Of course, this sort of occurrence is always going to happen as the airspace gets evermore over-regulated and pilots (and eagles) have to spend too much time checking their WAC charts, NOTAMS etc. to make sure they are flying in the legally-correct bit of air. The less time you spend looking outside., the more time there is for an object to intersect your flight path.

 

Seriously: At even 100 kts, an object with a small frontal area on a collision course that does not have flashing / intense warning lights, is bloody nearly invisible - especially if it has colouring even vaguely similar to the background. Eagles do not have fluoro-orange chests or led strobes...

 

Personal experience: on a 300k declared flight out of Narromine, in a Libelle. I'd taken off about 30 minutes after a German pilot in the Narromine Janus (a 20-metre span two-seater - not a small aircraft). I rolled out of a thermal at about 7,800 AGL, tracking to my first turn-point of Coonamble, and going like the clappers: 100 kts or so) because I knew I could get there and back to that thermal, which was roughly on-track for my second leg of the flight, if I didn't dick around.

 

On the way in, a radio communication, all in German: ' Umlaut chowdermarcherz COONAMBLE whatzeestuffernezz neezupmutherbraun"

 

OK, I haven't a clue what he was saying BUT that sounded like a turning-point call for Coonamble - and I'm headed for there. Let's just keep the old eyes peeled... HOLY DUCK, here he comes - 100% reciprocal - he'd been (presumably) doing exactly what I planned to do, and since that thermal was well-established, from the same starting height and position, it was almost predestined that two people doing the same flight path would intersect.

 

We both did the classic diving turn to the right simultaneously - obviously he'd seen me at the same moment I saw him - and as we levelled off, we could see each other wave 'thanks'. Passed maybe 100 feet apart. I reckon the closing speed was 200 kts, and the time between recognising this was another aircraft on a reciprocal heading and potential impact, was maybe two seconds. AND: we were both in shiny stark-white aircraft, very much larger than an eagle and highly more visible against the Aussie background.

 

The point I am trying to make here, is that the sky is NOT devoid of things to be avoided, and the more time we have to spend with our eyes INSIDE the cockpit to ensure we are keeping clear of restricted airspace, on frequency for the local traffic area, have adjusted our altimeter for local QNH etc. etc., the less time we have our eyes outside the cockpit checking for things that could cause us to crash.
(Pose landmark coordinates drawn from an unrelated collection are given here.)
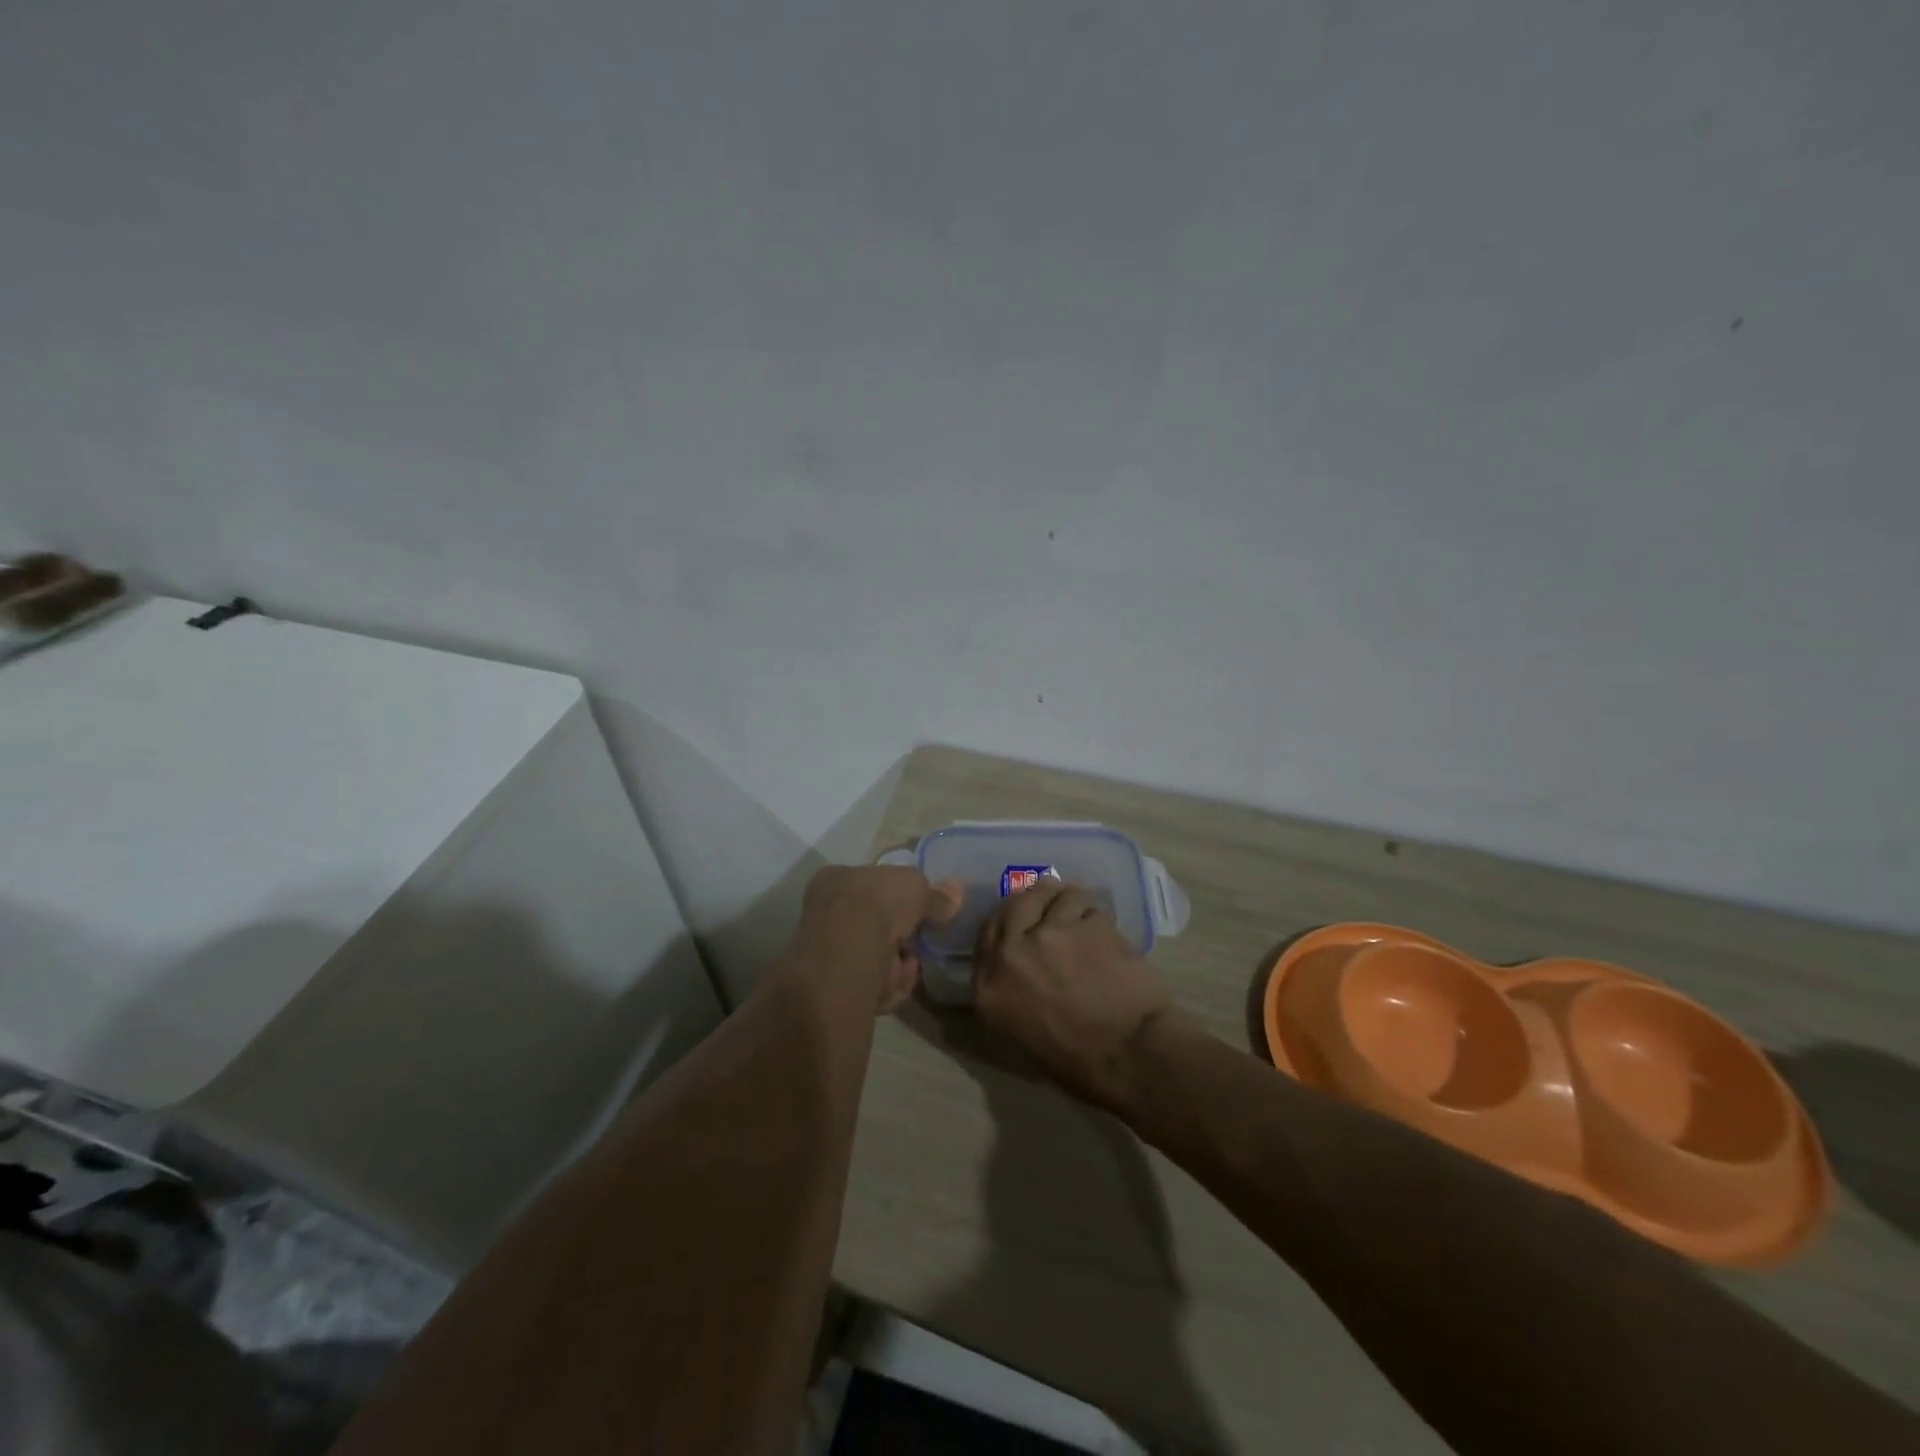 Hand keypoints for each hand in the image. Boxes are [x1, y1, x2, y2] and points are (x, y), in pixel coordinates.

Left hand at [796, 865, 960, 1013]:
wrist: (849, 953)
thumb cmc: (878, 902)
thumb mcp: (916, 885)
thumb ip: (935, 894)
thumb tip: (955, 892)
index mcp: (835, 879)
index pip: (870, 887)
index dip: (898, 901)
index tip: (919, 912)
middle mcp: (824, 914)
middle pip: (875, 926)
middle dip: (902, 938)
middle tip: (918, 941)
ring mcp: (826, 953)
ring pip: (877, 959)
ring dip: (899, 965)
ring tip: (907, 965)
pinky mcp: (834, 989)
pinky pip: (873, 987)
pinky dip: (889, 986)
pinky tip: (893, 982)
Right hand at [972, 880, 1173, 1113]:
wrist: (1129, 1056)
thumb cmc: (1078, 1062)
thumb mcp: (1021, 1032)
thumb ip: (1010, 989)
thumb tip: (1020, 963)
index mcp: (988, 987)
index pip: (987, 933)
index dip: (1007, 920)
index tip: (1023, 919)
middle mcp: (1010, 953)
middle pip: (1016, 904)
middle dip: (1034, 900)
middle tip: (1051, 903)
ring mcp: (1048, 934)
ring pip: (1056, 896)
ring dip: (1070, 903)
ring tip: (1085, 919)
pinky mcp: (1085, 925)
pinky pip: (1088, 908)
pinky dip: (1097, 918)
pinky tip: (1107, 935)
Large birds do NOT make radio local area traffic awareness calls, in my limited experience.

 

All of which - in an extremely convoluted way - brings me to one of my bete noirs with the current light aviation/recreational aviation scenario.

 

The advances in the ability and the reliability of EFIS is the only effective answer for a single-crew PIC to navigate the increasingly complex skies in which we travel. The argument that ' well, mechanical ( or in this case, electronic) systems can fail" is so far beyond its use-by date by proper risk-analysis for flying complex skies, as to make it a no-brainer. What we need, is reliable electronics to report to us that we are flying correctly according to regulations and safely according to the flight parameters of our aircraft. THEN: we can actually spend time looking at what's happening north of the windscreen - and adjust things accordingly if required.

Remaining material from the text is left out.